SOURCE RECORDS:
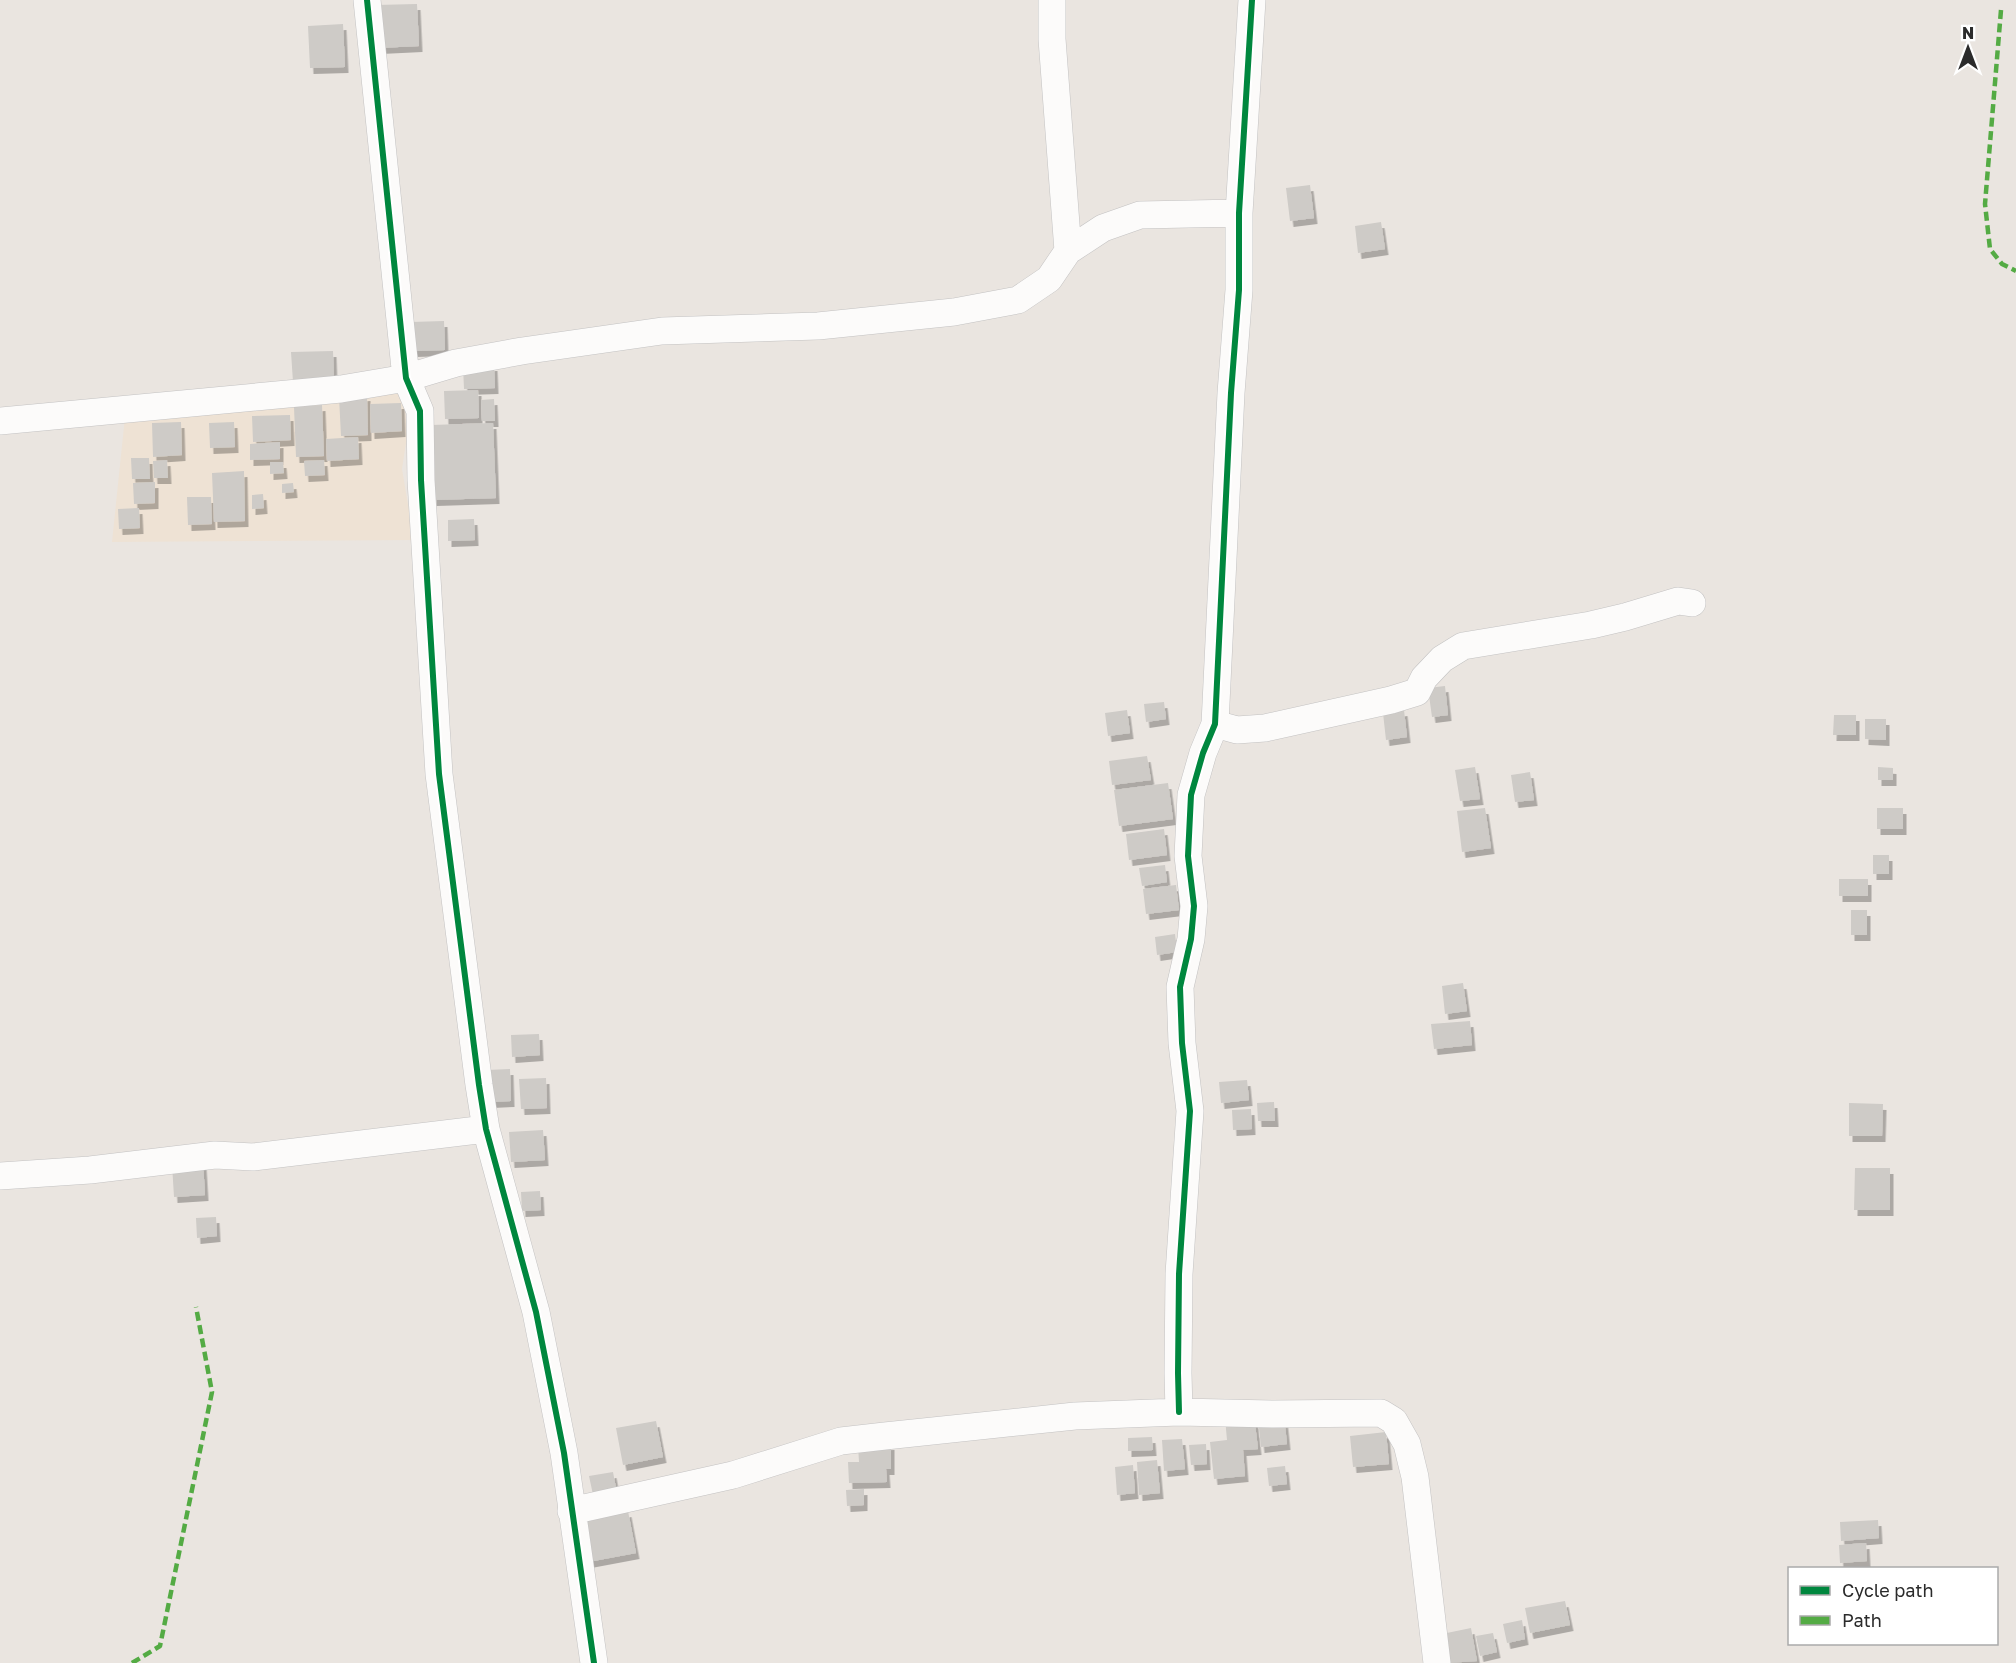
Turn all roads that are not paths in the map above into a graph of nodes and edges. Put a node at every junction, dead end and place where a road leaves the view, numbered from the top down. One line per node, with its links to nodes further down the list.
1 (367, 0): 6 (street)
2 (1052, 0): 5 (street)
3 (1252, 0): 4 (street)
4 (1239, 213): 5 (street); 9 (street)
5 (1068, 251): 6 (street)
6 (406, 378): 7 (street); 10 (street)
7 (0, 421)
8 (1692, 603): 9 (street)
9 (1215, 724): 12 (street)
10 (486, 1130): 11 (street); 13 (street)
11 (0, 1176)
12 (1179, 1412): 13 (street); 15 (street)
13 (571, 1511): 14 (street)
14 (594, 1663)
15 (1437, 1663)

TASK TO COMPLETE: Restate it all word for word: every record, no pictures.

ANSWER TO THIS TASK:
Turn all roads that are not paths in the map above into a graph of nodes and edges. Put a node at every junction, dead end and place where a road leaves the view, numbered from the top down. One line per node, with its links to nodes further down the list.
1 (367, 0): 6 (street)
2 (1052, 0): 5 (street)
3 (1252, 0): 4 (street)
4 (1239, 213): 5 (street); 9 (street)
5 (1068, 251): 6 (street)
6 (406, 378): 7 (street); 10 (street)
7 (0, 421)
8 (1692, 603): 9 (street)
9 (1215, 724): 12 (street)
10 (486, 1130): 11 (street); 13 (street)
11 (0, 1176)
12 (1179, 1412): 13 (street); 15 (street)
13 (571, 1511): 14 (street)
14 (594, 1663)
15 (1437, 1663)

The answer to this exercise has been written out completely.